**Exercise requirements:**
I'd like the records transcribed exactly, leaving the images out.
------------------------------------------------------------
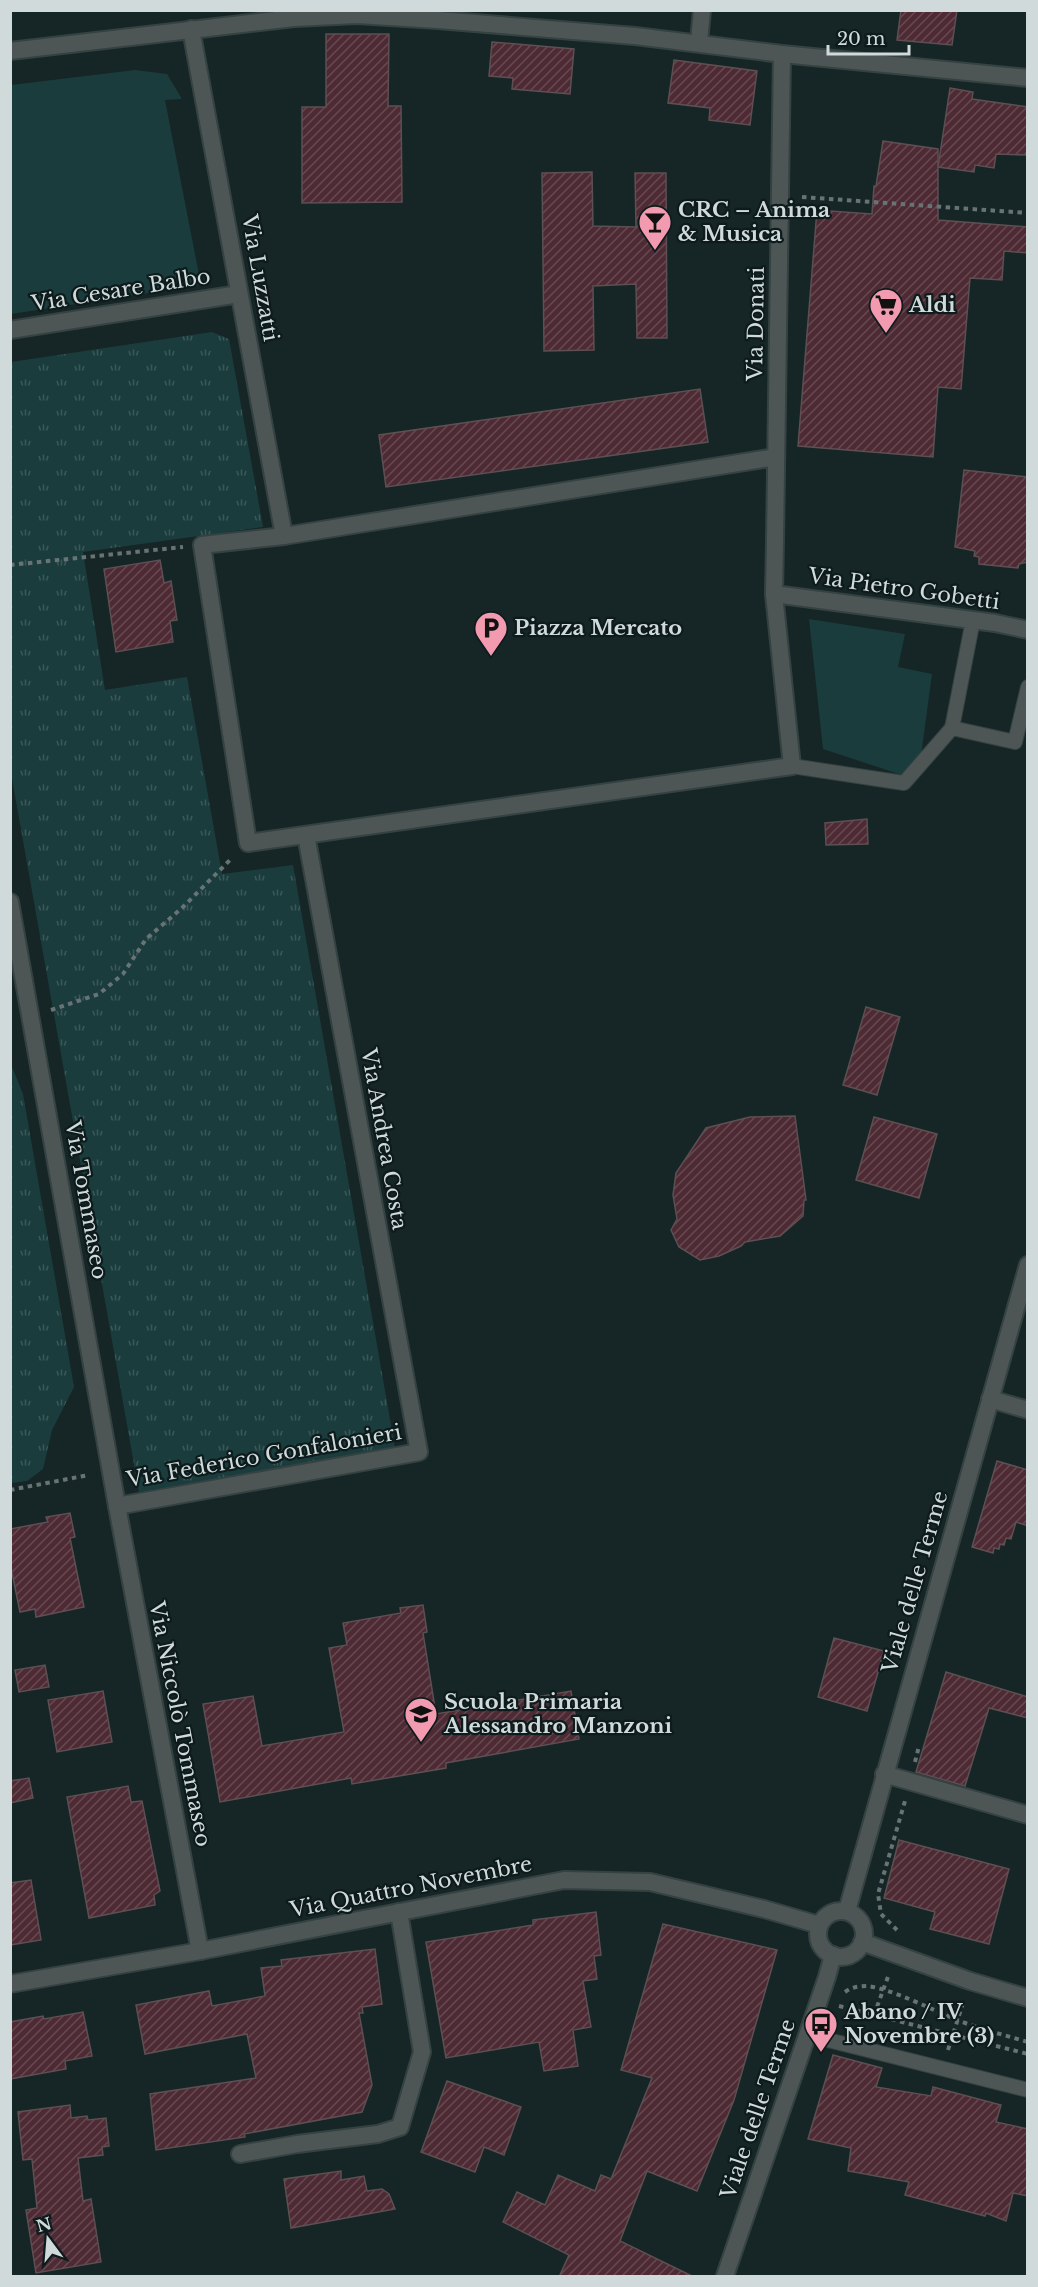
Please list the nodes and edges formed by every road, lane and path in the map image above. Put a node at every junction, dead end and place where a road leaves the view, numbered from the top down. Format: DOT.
graph roads {
  1 [pos="702,10"];
  2 [pos="438,15"];
  3 [pos="191,29"];
  4 [pos="699,42"];
  5 [pos="10,51"];
  6 [pos="782,54"];
  7 [pos="1028,78"];
  8 [pos="780,195"];
  9 [pos="1028,213"];
  10 [pos="239,294"];
  11 [pos="10,330"];
  12 [pos="776,457"];
  13 [pos="284,536"];
  14 [pos="201,545"];
  15 [pos="10,565"];
  16 [pos="774,594"];
  17 [pos="973,620"];
  18 [pos="1028,630"];
  19 [pos="1028,687"];
  20 [pos="952,728"];
  21 [pos="792,766"];
  22 [pos="306,835"];
  23 [pos="248,843"];
  24 [pos="10,902"];
  25 [pos="31,1016"];
  26 [pos="1028,1265"];
  27 [pos="990,1399"];
  28 [pos="1028,1410"];
  29 [pos="418,1452"];
  30 [pos="111,1471"];
  31 [pos="10,1490"];
  32 [pos="117,1506"];
  33 [pos="921,1737"];
  34 [pos="884,1774"];
  35 [pos="910,1781"];
  36 [pos="1028,1815"];
  37 [pos="847,1911"];
  38 [pos="399,1912"];
  39 [pos="819,1925"];
  40 [pos="901,1933"];
  41 [pos="862,1942"];
  42 [pos="200,1951"];
  43 [pos="833,1955"];
  44 [pos="970,1981"];
  45 [pos="10,1984"];
  46 [pos="1028,1998"];
  47 [pos="839,2006"];
  48 [pos="958,2021"];
  49 [pos="810,2027"];
  50 [pos="953,2036"];
  51 [pos="1028,2042"];
  52 [pos="1028,2054"];
  53 [pos="942,2069"];
  54 [pos="1028,2090"];
  55 [pos="240,2154"];
  56 [pos="725,2277"];
  1 -- 4 [label="street"];
  2 -- 3 [label="street"];
  2 -- 4 [label="street"];
  3 -- 5 [label="street"];
  3 -- 10 [label="street, Via Luzzatti"];
  4 -- 6 [label="street"];
  6 -- 7 [label="street"];
  6 -- 8 [label="street, Via Donati"];
  8 -- 9 [label="path"];
  8 -- 12 [label="street, Via Donati"];
  10 -- 11 [label="street, Via Cesare Balbo"];
  10 -- 13 [label="street, Via Luzzatti"];
  12 -- 13 [label="street"];
  12 -- 16 [label="street, Via Donati"];
  13 -- 14 [label="street"];
  14 -- 15 [label="path"];
  14 -- 23 [label="street"];
  16 -- 17 [label="street, Via Pietro Gobetti"];
  16 -- 21 [label="street"];
  17 -- 18 [label="street, Via Pietro Gobetti"];
  17 -- 20 [label="lane"];
  19 -- 20 [label="lane"];
  20 -- 21 [label="lane"];
  21 -- 22 [label="street"];
  22 -- 23 [label="street"];
  22 -- 29 [label="street, Via Andrea Costa"];
  23 -- 25 [label="path"];
  24 -- 25 [label="street, Via Tommaseo"];
  25 -- 30 [label="street, Via Tommaseo"];
  26 -- 27 [label="street, Viale delle Terme"];
  27 -- 28 [label="street"];
  27 -- 34 [label="street, Viale delle Terme"];
  29 -- 32 [label="street, Via Federico Gonfalonieri"];
  30 -- 31 [label="path"];
  30 -- 32 [label="street, Via Tommaseo"];
  32 -- 42 [label="street, Via Niccolò Tommaseo"];
  33 -- 35 [label="path"];
  34 -- 35 [label="street"];
  34 -- 37 [label="street, Viale delle Terme"];
  35 -- 36 [label="street"];
  35 -- 40 [label="path"];
  37 -- 39 [label="street"];
  37 -- 41 [label="street"];
  38 -- 39 [label="street, Via Quattro Novembre"];
  38 -- 42 [label="street, Via Quattro Novembre"];
  38 -- 55 [label="street"];
  39 -- 43 [label="street"];
  41 -- 43 [label="street"];
  41 -- 44 [label="street"];
  42 -- 45 [label="street, Via Quattro Novembre"];
  43 -- 49 [label="street, Viale delle Terme"];
  44 -- 46 [label="street"];
  44 -- 48 [label="path"];
  47 -- 48 [label="path"];
  47 -- 49 [label="path"];
  47 -- 50 [label="path"];
  48 -- 50 [label="path"];
  48 -- 51 [label="path"];
  49 -- 53 [label="lane"];
  49 -- 56 [label="street, Viale delle Terme"];
  50 -- 52 [label="path"];
  50 -- 53 [label="path"];
  53 -- 54 [label="lane"];
}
------------------------------------------------------------
**Finished exercise:**
Please list the nodes and edges formed by every road, lane and path in the map image above. Put a node at every junction, dead end and place where a road leaves the view, numbered from the top down. Format: DOT.
graph roads {
  1 [pos="702,10"];
  2 [pos="438,15"];
  3 [pos="191,29"];
  4 [pos="699,42"];
  5 [pos="10,51"];
  6 [pos="782,54"];
  7 [pos="1028,78"];
  8 [pos="780,195"];
  9 [pos="1028,213"];
  10 [pos="239,294"];
  11 [pos="10,330"];
  12 [pos="776,457"];
  13 [pos="284,536"];
  14 [pos="201,545"];
  15 [pos="10,565"];
  16 [pos="774,594"];
  17 [pos="973,620"];
  18 [pos="1028,630"];
  19 [pos="1028,687"];
  20 [pos="952,728"];
  21 [pos="792,766"];
  22 [pos="306,835"];
  23 [pos="248,843"];
  24 [pos="10,902"];
  25 [pos="31,1016"];
  26 [pos="1028,1265"];
  27 [pos="990,1399"];
  28 [pos="1028,1410"];
  29 [pos="418,1452"];
  30 [pos="111,1471"];
  31 [pos="10,1490"];
  32 [pos="117,1506"];
  33 [pos="921,1737"];
  34 [pos="884,1774"];
  35 [pos="910,1781"];
  36 [pos="1028,1815"];
  37 [pos="847,1911"];
  38 [pos="399,1912"];
  39 [pos="819,1925"];
  40 [pos="901,1933"];
  41 [pos="862,1942"];
  42 [pos="200,1951"];
  43 [pos="833,1955"];
  44 [pos="970,1981"];
  45 [pos="10,1984"];
  46 [pos="1028,1998"];
  47 [pos="839,2006"];
  48 [pos="958,2021"];
  49 [pos="810,2027"];
  50 [pos="953,2036"];
  51 [pos="1028,2042"];
  52 [pos="1028,2054"];
  53 [pos="942,2069"];
  54 [pos="1028,2090"];
  55 [pos="240,2154"];
  56 [pos="725,2277"];
  1 -- 4 [label="street"];
  2 -- 3 [label="street"];
  2 -- 4 [label="street"];
  3 -- 5 [label="street"];
  3 -- 10 [label="street, Via Luzzatti"];
  4 -- 6 [label="street"];
  6 -- 7 [label="street"];
  6 -- 8 [label="street, Via Donati"];
  8 -- 9 [label="path"];
  8 -- 12 [label="street, Via Donati"];
  10 -- 11 [label="street, Via Cesare Balbo"];
  10 -- 13 [label="street, Via Luzzatti"];
  12 -- 13 [label="street"];
  12 -- 16 [label="street, Via Donati"];
  13 -- 14 [label="street"];
  14 -- 15 [label="path"];
  14 -- 23 [label="street"];
  16 -- 17 [label="street, Via Pietro Gobetti"];
  16 -- 21 [label="street"];
  17 -- 18 [label="street, Via Pietro Gobetti"];
  17 -- 20 [label="lane"];
  19 -- 20 [label="lane"];
  20 -- 21 [label="lane"];
  21 -- 22 [label="street"];
  22 -- 23 [label="street"];
  22 -- 29 [label="street, Via Andrea Costa"];
  23 -- 25 [label="path"];
  24 -- 25 [label="street, Via Tommaseo"];
  25 -- 30 [label="street, Via Tommaseo"];
  26 -- 27 [label="street, Viale delle Terme"];
  27 -- 28 [label="street"];
  27 -- 34 [label="street, Viale delle Terme"];
  29 -- 32 [label="street, Via Federico Gonfalonieri"];
  30 -- 31 [label="path"];
  30 -- 32 [label="street, Via Tommaseo"];
  32 -- 42 [label="street, Via Niccolò Tommaseo"];
  33 -- 35 [label="path"];
  34 -- 35 [label="street"];
  34 -- 37 [label="street, Viale delle Terme"];
  35 -- 36 [label="street"];
  35 -- 40 [label="path"];
  37 -- 39 [label="street"];
  37 -- 41 [label="street"];
  38 -- 39 [label="street, Via Quattro Novembre"];
  38 -- 42 [label="street, Via Quattro Novembre"];
  38 -- 55 [label="street"];
  39 -- 43 [label="street"];
  41 -- 43 [label="street"];
  41 -- 44 [label="street"];
  42 -- 45 [label="street, Via Quattro Novembre"];
  43 -- 49 [label="street, Viale delle Terme"];
  44 -- 46 [label="street"];
  44 -- 48 [label="path"];
  47 -- 48 [label="path"];
  47 -- 49 [label="path"];
  47 -- 50 [label="path"];
  48 -- 50 [label="path"];
  48 -- 51 [label="path"];
  49 -- 53 [label="lane"];
  49 -- 56 [label="street, Viale delle Terme"];
  50 -- 52 [label="path"];
  50 -- 53 [label="path"];
  53 -- 54 [label="lane"];
}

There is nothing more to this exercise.